As previously discussed, the keys to achieving a good outcome in patients with cardiogenic shock are rapid diagnosis, prompt supportive therapy, and expeditious coronary artery revascularization in patients with myocardial ischemia and infarction.

Any patient presenting with shock must receive an early working diagnosis, urgent resuscitation, and subsequent confirmation of the working diagnosis.

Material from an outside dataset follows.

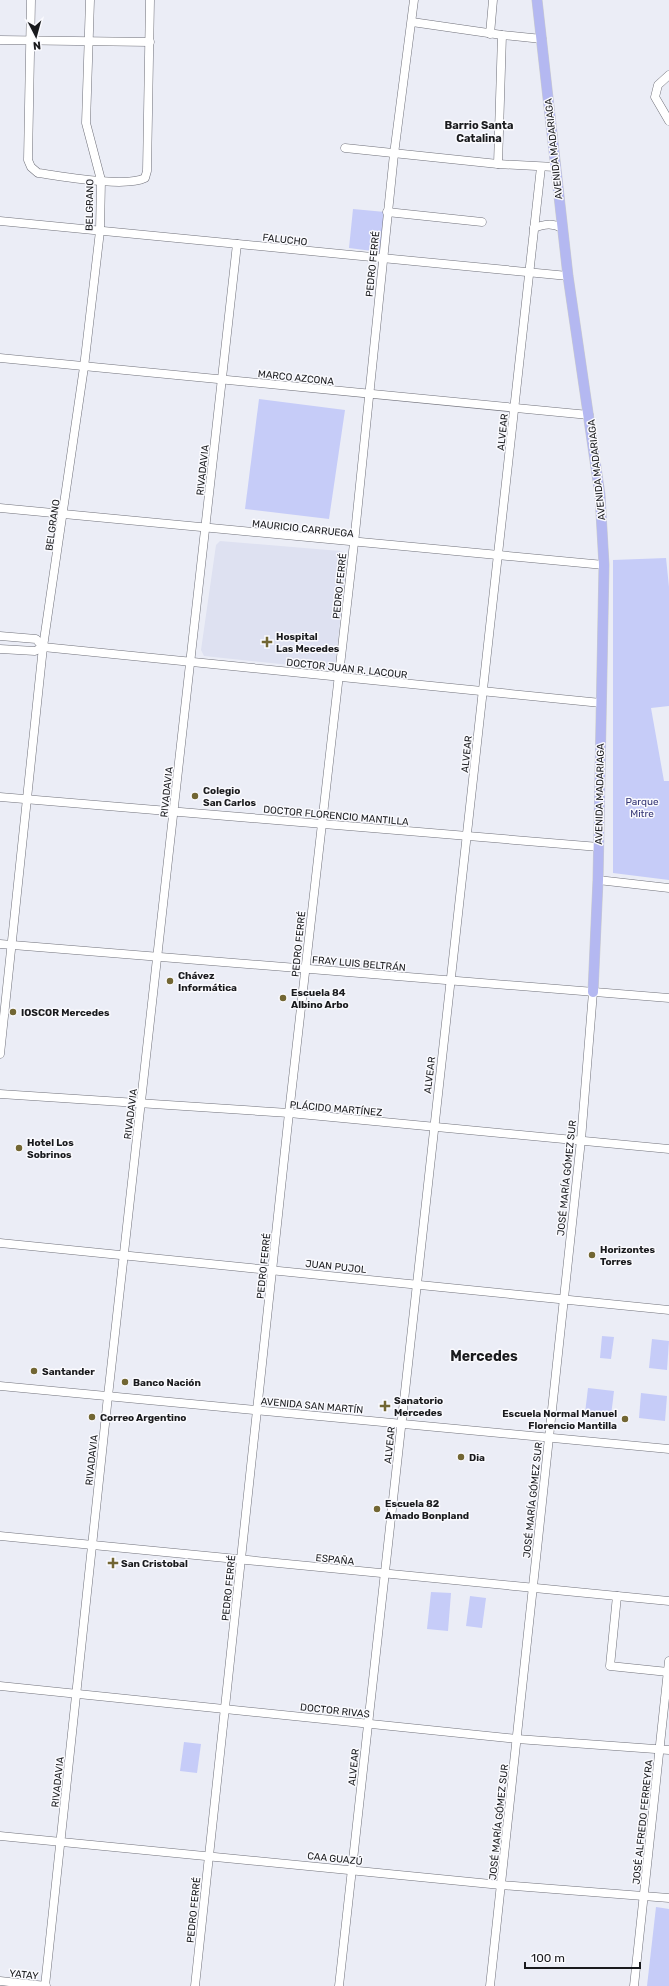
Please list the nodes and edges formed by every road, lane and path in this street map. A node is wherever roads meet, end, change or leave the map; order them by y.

In addition to laboratory studies, workup in cardiogenic shock can include imaging studies such as echocardiography, chest radiography, and angiography; electrocardiography (ECG); and invasive hemodynamic monitoring to determine the primary mechanism causing the acute hemodynamic instability. [1, 24]  In the evaluation of hemodynamic status, pulmonary artery catheterization is a potentially important diagnostic and therapeutic tool in cardiogenic shock, including assessing the following [1, 24] :

  • The presence and severity of cardiogenic shock
  • Right ventricular involvement
  • Pulmonary artery pressures
  • Transpulmonary gradient
  • Vascular resistance of the pulmonary and systemic arterial beds

If not contraindicated and appropriate, consider further imaging if suspicion exists for acute aortic syndrome or pulmonary embolism with computed tomography (CT) scanning or transesophageal echocardiography (TEE). [1]


Laboratory Studies

The 2019 American Heart Association (AHA) scientific statement on contemporary management of cardiogenic shock recommends including the following laboratory studies: complete blood cell (CBC) count; levels of electrolytes, creatinine, lactate, and serial cardiac troponin; hepatic function studies; and arterial blood gas (ABG) [1]

Biochemical profile

Measurement of routine biochemical parameters, such as electrolytes, renal function (eg, urea and creatinine levels), and liver function tests (eg, bilirubin, aspartate aminotransferase [AST], alanine aminotransferase [ALT], and lactate dehydrogenase [LDH]), are useful for assessing proper functioning of vital organs.

Complete blood cell count

A CBC is generally helpful to exclude anemia. A high white blood cell (WBC) count may indicate an underlying infection, and the platelet count may be low because of coagulopathy related to sepsis.

Cardiac enzymes

The diagnosis of acute myocardial infarction (MI) is aided by a variety of serum markers, which include creatine kinase (CK) and its subclasses, troponin, myoglobin, and LDH. The value for the isoenzyme of creatine kinase with muscle and blood subunits is most specific, but it may be falsely elevated in persons with myopathy, hypothyroidism, renal failure, or skeletal muscle injury.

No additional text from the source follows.